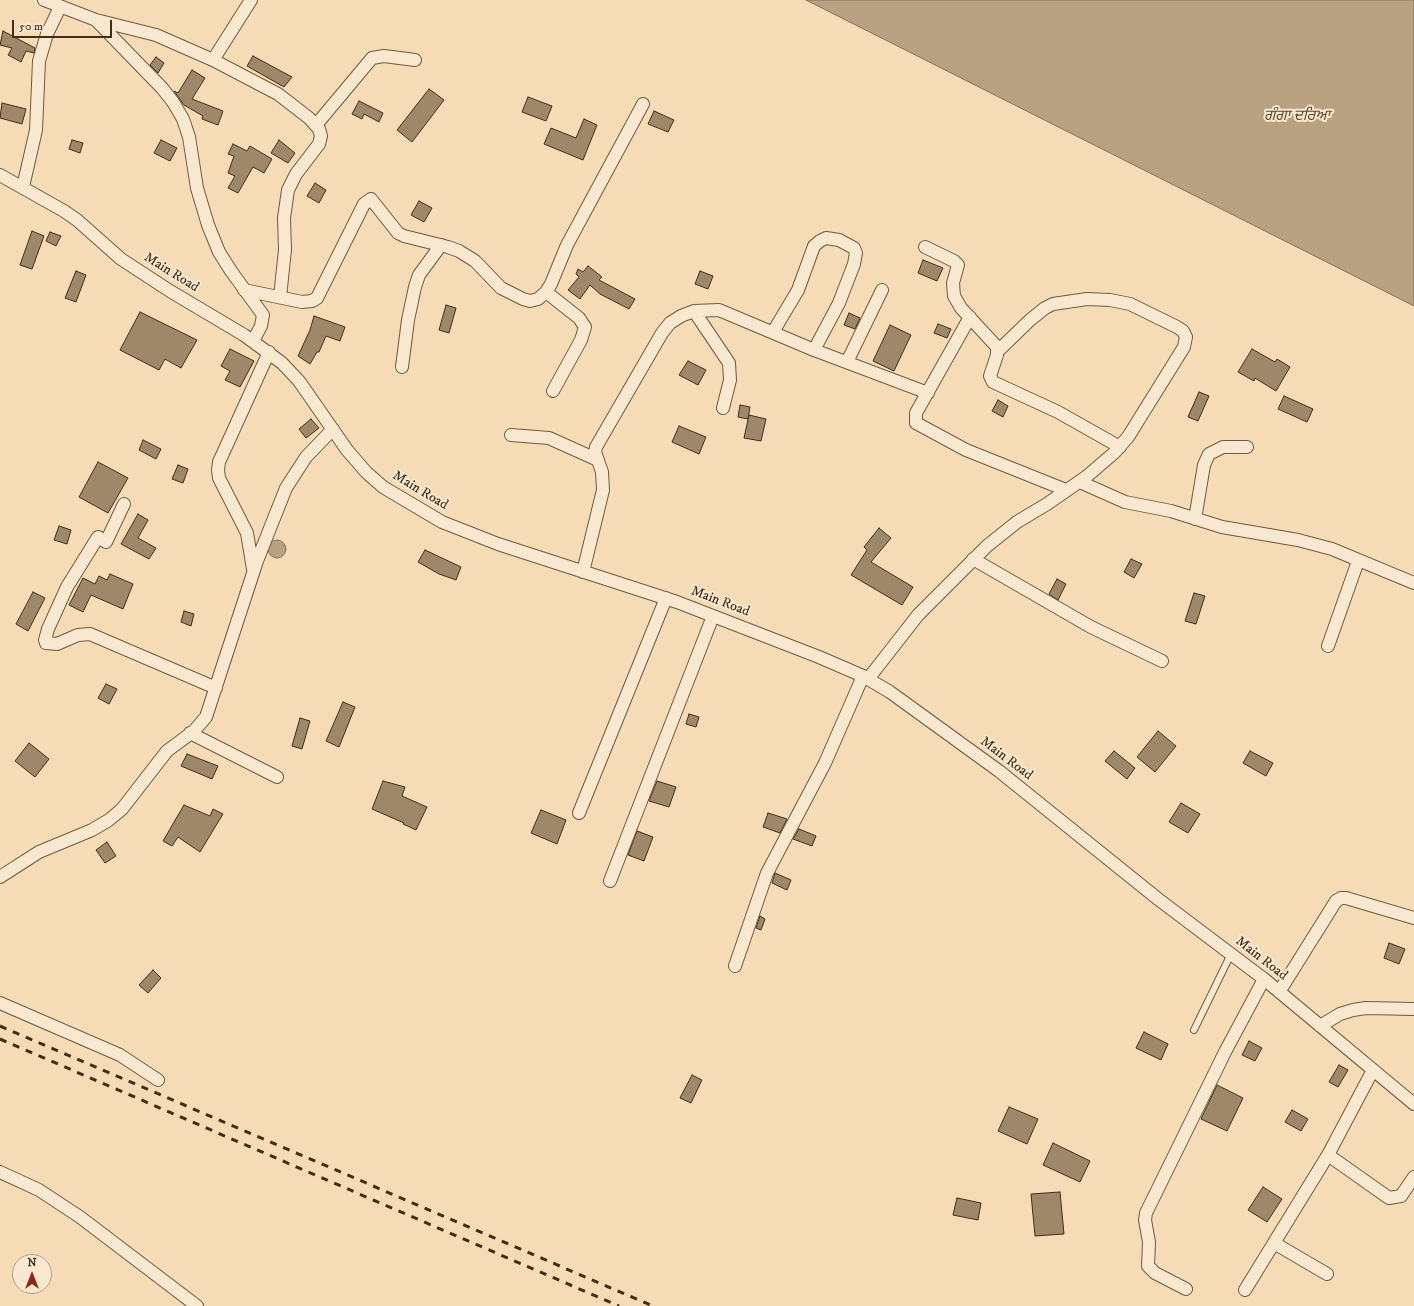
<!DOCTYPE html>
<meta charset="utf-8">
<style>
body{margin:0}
#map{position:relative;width:1414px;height:1306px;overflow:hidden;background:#f5dcb7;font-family:"IM FELL DW Pica",serif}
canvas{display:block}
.north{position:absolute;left:12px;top:1254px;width:40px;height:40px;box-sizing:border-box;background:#f8e8d0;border:1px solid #af9e86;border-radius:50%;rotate:0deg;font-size:11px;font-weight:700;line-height:16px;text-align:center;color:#412e16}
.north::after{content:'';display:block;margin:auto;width:14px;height:18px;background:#8f2418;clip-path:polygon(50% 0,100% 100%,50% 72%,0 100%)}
.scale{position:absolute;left:12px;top:20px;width:100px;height:18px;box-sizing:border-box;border:2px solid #412e16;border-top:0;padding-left:5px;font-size:12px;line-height:14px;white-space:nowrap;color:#412e16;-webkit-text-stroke:3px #f8e8d0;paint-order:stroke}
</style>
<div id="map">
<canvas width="1414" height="1306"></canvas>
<div class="north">N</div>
<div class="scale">50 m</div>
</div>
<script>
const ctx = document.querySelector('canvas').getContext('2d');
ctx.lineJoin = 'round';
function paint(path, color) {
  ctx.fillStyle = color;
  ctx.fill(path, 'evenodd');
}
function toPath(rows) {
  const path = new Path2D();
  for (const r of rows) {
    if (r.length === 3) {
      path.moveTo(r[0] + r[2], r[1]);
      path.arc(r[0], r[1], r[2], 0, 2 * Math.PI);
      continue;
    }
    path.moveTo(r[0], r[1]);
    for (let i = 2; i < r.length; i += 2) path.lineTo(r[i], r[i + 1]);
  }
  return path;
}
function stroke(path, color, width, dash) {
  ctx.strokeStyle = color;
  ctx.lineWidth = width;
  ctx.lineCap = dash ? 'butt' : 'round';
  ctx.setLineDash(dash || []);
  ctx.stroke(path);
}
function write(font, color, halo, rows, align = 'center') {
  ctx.font = font + ' "IM FELL DW Pica","Noto Sans Gurmukhi",serif';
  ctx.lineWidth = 4;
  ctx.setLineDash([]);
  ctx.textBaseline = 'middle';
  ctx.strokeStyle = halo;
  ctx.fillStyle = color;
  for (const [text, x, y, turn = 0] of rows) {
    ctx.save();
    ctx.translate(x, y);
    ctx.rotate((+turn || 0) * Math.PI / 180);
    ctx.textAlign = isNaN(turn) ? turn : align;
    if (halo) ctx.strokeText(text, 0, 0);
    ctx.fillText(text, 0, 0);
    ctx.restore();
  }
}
const water = toPath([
 [806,0,1414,0,1414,306,806,0],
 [277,549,9]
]);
const building = toPath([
 [3,31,35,48,34,53,26,51,21,62,8,55,12,48,0,45,3,31],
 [253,56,292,77,284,87,247,66,253,56],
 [156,57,164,63,158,73,150,65,156,57],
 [192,70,205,78,192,99,223,111,218,125,202,119,203,116,184,105,174,91,178,93,192,70],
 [429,89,444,100,412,142,397,130,429,89],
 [528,97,552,106,546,121,522,112,528,97],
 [359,101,383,113,379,122,364,114,362,119,352,114,359,101],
 [2,103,26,109,22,124,0,118,2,103],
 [654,111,674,120,668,132,648,124,654,111],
 [584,119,597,125,583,160,544,144,551,128,576,138,584,119],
 [72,140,83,143,80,153,69,149,72,140],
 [161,140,177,148,170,161,154,153,161,140],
 [279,140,295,153,288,163,271,153,279,140],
 [233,144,247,151,250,146,272,159,264,173,253,167,238,193,228,188,235,176,228,173,234,156,228,154,233,144],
 [315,183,326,190,319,203,307,196,315,183],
 [419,201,432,208,424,222,411,215,419,201],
 [32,231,44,236,32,269,20,265,32,231],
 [50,232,61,236,56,246,46,241,50,232],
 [923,260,943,268,937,281,918,273,923,260],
 [588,266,602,277,599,280,635,299,629,309,600,294,590,285,580,299,568,290,579,277,576,274,578,269,583,272,588,266],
 [76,271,86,275,76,302,65,298,76,271],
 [700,271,713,276,708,289,695,284,700,271],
 [446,305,456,308,449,333,439,330,446,305],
 [140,312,197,340,181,368,165,359,159,370,120,350,140,312],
 [849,313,860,318,855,329,844,325,849,313],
 [314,316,345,327,340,341,326,336,319,352,317,352,310,364,298,356,310,330,314,316],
 [938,324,951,329,947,338,934,333,938,324],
 [890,325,911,335,894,371,873,361,890,325],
 [230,349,254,361,240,387,225,380,230,371,221,366,230,349],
 [1252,349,1275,362,1277,359,1290,367,1276,391,1255,378,1254,381,1238,372,1252,349],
 [688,361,706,370,698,385,679,375,688,361],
 [1199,392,1209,396,1198,421,1188,417,1199,392],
 [1284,396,1313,409,1307,422,1278,409,1284,396],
 [998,400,1008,406,1003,417,992,411,998,400],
 [740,405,750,407,748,419,738,417,740,405],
 [749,415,766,419,761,441,744,438,749,415],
 [311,419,319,428,306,438,299,429,311,419],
 [679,426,706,437,699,454,672,442,679,426],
 [143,440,161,449,156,459,139,450,143,440],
 [98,462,128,478,108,513,79,497,98,462],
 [178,465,188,469,183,483,172,479,178,465],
 [138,514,148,520,138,538,156,548,149,559,121,544,138,514],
 [59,526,71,530,67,544,54,540,59,526],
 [879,528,891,538,871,562,913,587,902,605,851,575,867,550,864,547,879,528],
 [425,550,461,567,456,580,439,574,418,562,425,550],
 [1131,559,1142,564,1134,578,1124,572,1131,559],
 [110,574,133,584,123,609,91,595,83,612,69,605,83,578,95,584,99,576,107,580,110,574],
 [1057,579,1066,584,1058,600,1049,594,1057,579],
 [33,592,45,598,28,631,16,624,33,592],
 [1194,593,1205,596,1196,624,1185,621,1194,593],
 [184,611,194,614,191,626,181,622,184,611],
 [106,684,117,689,109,704,98,698,106,684],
 [343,702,355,707,339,747,326,741,343,702],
 [689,714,699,717,696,727,686,724,689,714],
 [300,718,310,721,302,749,292,746,300,718],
 [1158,731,1176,746,1155,772,1137,757,1158,731],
 [29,743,49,759,35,777,15,761,29,743],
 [1114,751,1135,768,1127,779,1105,761,1114,751],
 [1250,751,1273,763,1266,776,1243,763,1250,751],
 [187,754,218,766,212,779,181,766,187,754],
 [383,781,405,787,402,796,427,807,416,830,403,824,404,823,372,809,383,781],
 [657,781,676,787,669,807,649,801,657,781],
 [1181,803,1200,814,1188,833,1169,822,1181,803],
 [184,805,210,816,213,809,223,814,200,852,178,837,172,846,163,841,184,805],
 [541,810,566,820,557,844,531,833,541,810],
 [768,813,787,819,780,833,763,827,768,813],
 [799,829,816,836,812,846,793,839,799,829],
 [637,831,653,837,644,861,628,855,637,831],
 [107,842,116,856,105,863,96,850,107,842],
 [775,873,791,880,787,890,772,883,775,873],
 [760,916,765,919,761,930,756,928,760,916],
 [1389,943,1405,949,1399,964,1384,958,1389,943],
 [153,970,161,978,148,993,139,985,153,970],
 [1144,1032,1168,1044,1161,1060,1136,1048,1144,1032],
 [1249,1041,1262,1048,1255,1061,1242,1055,1249,1041],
 [1339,1065,1348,1070,1338,1087,1329,1082,1339,1065],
 [692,1075,702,1080,691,1103,680,1098,692,1075],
 [1217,1085,1243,1098,1227,1131,1201,1119,1217,1085],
 [1009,1107,1038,1119,1027,1144,998,1131,1009,1107],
 [1292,1110,1308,1119,1301,1131,1285,1122,1292,1110],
 [1053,1143,1090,1161,1080,1182,1043,1165,1053,1143],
 [1263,1187,1282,1199,1267,1222,1248,1210,1263,1187],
 [1060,1192,1064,1234,1035,1236,1031,1194,1060,1192],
 [957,1198,981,1203,978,1220,953,1215,957,1198]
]);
const lane = toPath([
 [1194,1030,1231,954]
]);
const street = toPath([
 [44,0,96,20,156,35,213,60,278,94,309,118,319,129,321,136,319,144,296,174,288,190,284,218,285,250,280,297],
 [96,20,162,88,173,102,183,119,189,137,197,188,208,225,219,252,231,271,263,315,261,326,253,341],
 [213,60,251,0],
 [316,125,372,58,384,56,415,60],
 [0,175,64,211,77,220,121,259,170,291,244,335,282,363,299,381,347,450,366,472,383,487,442,522,498,544,677,602,819,657,863,676,890,692,999,771,1158,899,1264,979,1414,1104],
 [23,187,36,130,39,61,47,34,60,7],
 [925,247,954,261,958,265,953,283,954,296,961,308,997,347,997,355,990,376,993,382,1058,412,1120,447],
 [244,290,302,302,312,301,317,298,364,204,371,199,398,233,404,236,448,247,459,251,475,261,501,288,523,299,530,301,538,299,546,292,551,284,567,245,643,104],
 [546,292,579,318,585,327,581,340,553,391],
 [694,311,729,363,730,380,723,408],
 [970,317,916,413,916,423,966,450,1066,490],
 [773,332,798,290,814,246,820,241,826,238,839,240,854,248,856,253,854,264,839,303,814,350],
 [847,362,882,290],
 [402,367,408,320,415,287,419,275,441,245],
 [511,435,549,438,598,460],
 [1080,482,1125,502,1171,511,1222,527,1298,540,1332,549,1414,583],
 [124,504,106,542,98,537,67,587,48,629,45,640,46,643,57,644,78,635,90,634,216,688],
 [1195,519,1204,465,1209,454,1223,447,1247,447],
 [973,559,1091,627,1162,661],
 [253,569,247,533,219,478,218,470,219,462,269,352],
 [583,572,603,490,602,472,595,452,596,447,662,333,670,323,681,316,694,311,719,310,814,350,928,393],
 [1328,646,1358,561],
 [868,679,918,615,987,546,1017,522,1047,504,1086,477,1114,453,1128,437,1184,347,1186,337,1183,331,1177,327,1130,304,1110,300,1087,299,1053,304,1045,308,1030,320,998,351],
 [190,733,277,777],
 [579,813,666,598],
 [0,877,39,852,92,830,109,820,122,809,167,751,194,731,206,717,257,561,286,488,306,457,333,429],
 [610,881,713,616],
 [735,966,767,873,825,763,863,676],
 [1279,992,1336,901,1341,898,1346,898,1414,918],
 [0,1003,120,1055,158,1080],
 [1320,1026,1340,1014,1353,1010,1366,1008,1414,1009],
 [1328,1155,1389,1198,1401,1196,1414,1177],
 [0,1172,39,1190,80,1217,197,1306],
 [1274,1243,1327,1274],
 [1186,1289,1155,1273,1148,1266,1149,1242,1145,1220,1146,1213,1225,1052,1264,979],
 [1245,1290,1328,1155,1373,1070]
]);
const rail = toPath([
 [0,1026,653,1306],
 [0,1039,619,1306]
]);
const streetNames = [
 ["Main Road",171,273,32],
 ["Main Road",420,491,31],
 ["Main Road",720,602,21],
 ["Main Road",1006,759,37],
 ["Main Road",1261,959,38]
];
const waterNames = [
 ["ਗੰਗਾ ਦਰਿਆ",1297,117]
];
paint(water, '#b8a180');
stroke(water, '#887356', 1);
paint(building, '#9f886a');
stroke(building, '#412e16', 1);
stroke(lane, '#6e5a3e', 8);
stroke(street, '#6e5a3e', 14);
stroke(lane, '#f8e8d0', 6);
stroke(street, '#f8e8d0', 12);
stroke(rail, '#412e16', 3, [7, 7]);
write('14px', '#412e16', '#f8e8d0', streetNames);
write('italic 15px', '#5f4b30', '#f8e8d0', waterNames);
</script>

- [Description of the task] In the listing above, transcribe exactly everything from the line containing "const ctx = document.querySelector('canvas').getContext('2d');" down to the line containing "ctx.strokeStyle = halo;", including both and nothing more.

- [Exercise response]
const ctx = document.querySelector('canvas').getContext('2d');
ctx.lineJoin = 'round';
function paint(path, color) {
  ctx.fillStyle = color;
  ctx.fill(path, 'evenodd');
}
function toPath(rows) {
  const path = new Path2D();
  for (const r of rows) {
    if (r.length === 3) {
      path.moveTo(r[0] + r[2], r[1]);
      path.arc(r[0], r[1], r[2], 0, 2 * Math.PI);
      continue;
    }
    path.moveTo(r[0], r[1]);
    for (let i = 2; i < r.length; i += 2) path.lineTo(r[i], r[i + 1]);
  }
  return path;
}
function stroke(path, color, width, dash) {
  ctx.strokeStyle = color;
  ctx.lineWidth = width;
  ctx.lineCap = dash ? 'butt' : 'round';
  ctx.setLineDash(dash || []);
  ctx.stroke(path);
}
function write(font, color, halo, rows, align = 'center') {
  ctx.font = font + ' "IM FELL DW Pica","Noto Sans Gurmukhi",serif';
  ctx.lineWidth = 4;
  ctx.setLineDash([]);
  ctx.textBaseline = 'middle';
  ctx.strokeStyle = halo;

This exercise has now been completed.